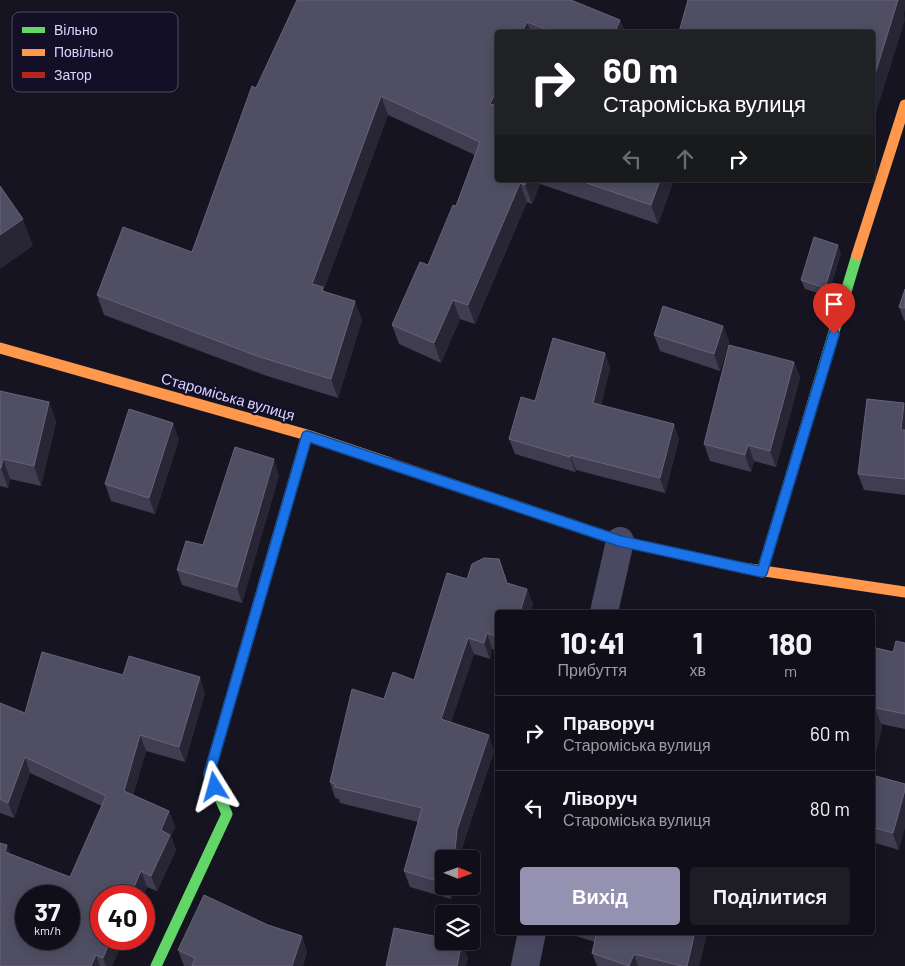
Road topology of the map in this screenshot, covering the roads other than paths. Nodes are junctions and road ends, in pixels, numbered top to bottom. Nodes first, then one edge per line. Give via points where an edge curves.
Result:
1 (905, 105) edge
2 (0, 348) edge
3 (307, 436) junction
4 (620, 541) junction
5 (762, 572) junction
6 (905, 592) edge
7 (604, 610) edge
8 (531, 935) edge
9 (156, 966) edge
10 (525, 966) edge

1 - 5 street
2 - 3 street, Староміська вулиця
3 - 4 street, Староміська вулиця
3 - 9 street via 209,774 227,814
4 - 5 street, Староміська вулиця
4 - 7 street
5 - 6 street, Староміська вулиця
8 - 10 street

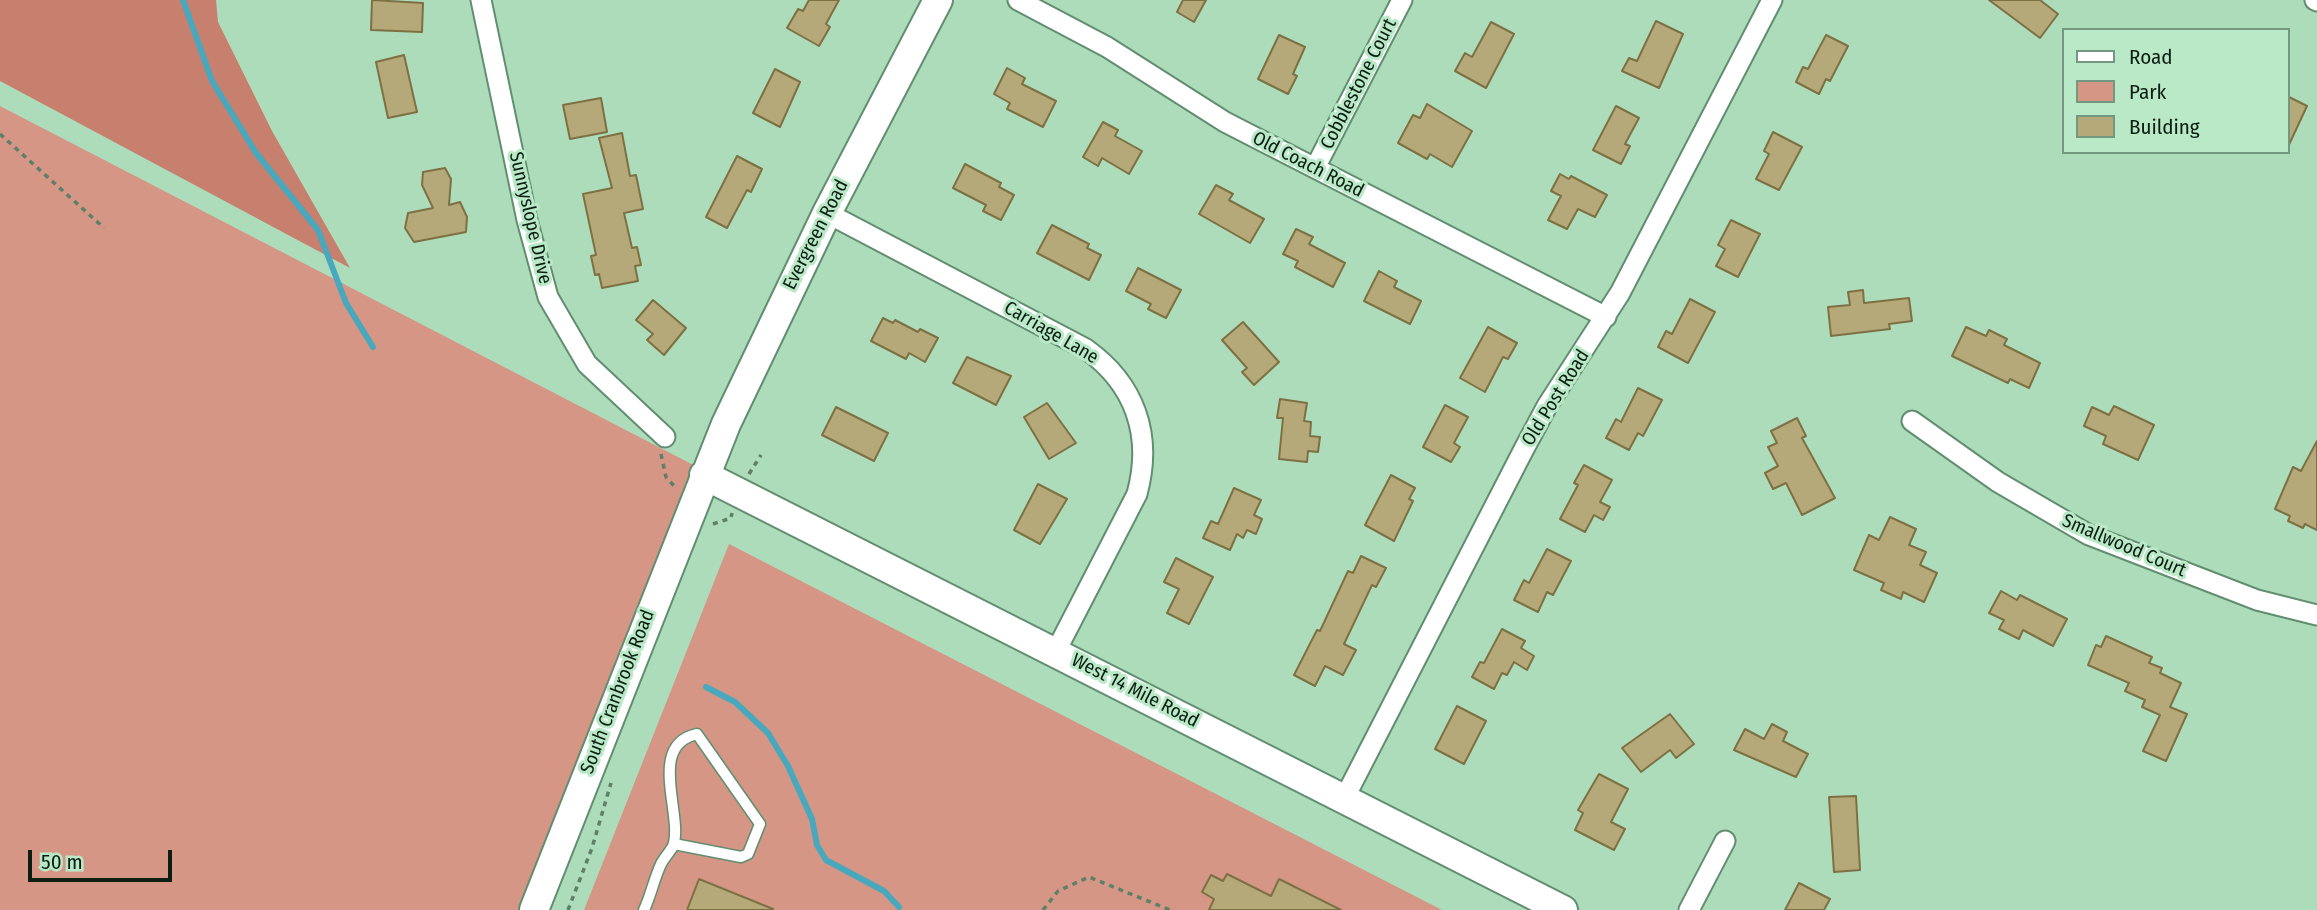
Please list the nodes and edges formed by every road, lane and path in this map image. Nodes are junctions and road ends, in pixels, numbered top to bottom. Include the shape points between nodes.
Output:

### [Problem]
All lines above that contain "numbered" are required in the answer.

### [Response to this task]
Road topology of the map in this screenshot, covering the roads other than paths. Nodes are junctions and road ends, in pixels, numbered top to bottom. Nodes first, then one edge per line. Give via points where an edge curves.
Please list the nodes and edges formed by every road, lane and path in this map image. Nodes are junctions and road ends, in pixels, numbered top to bottom. Include the shape points between nodes.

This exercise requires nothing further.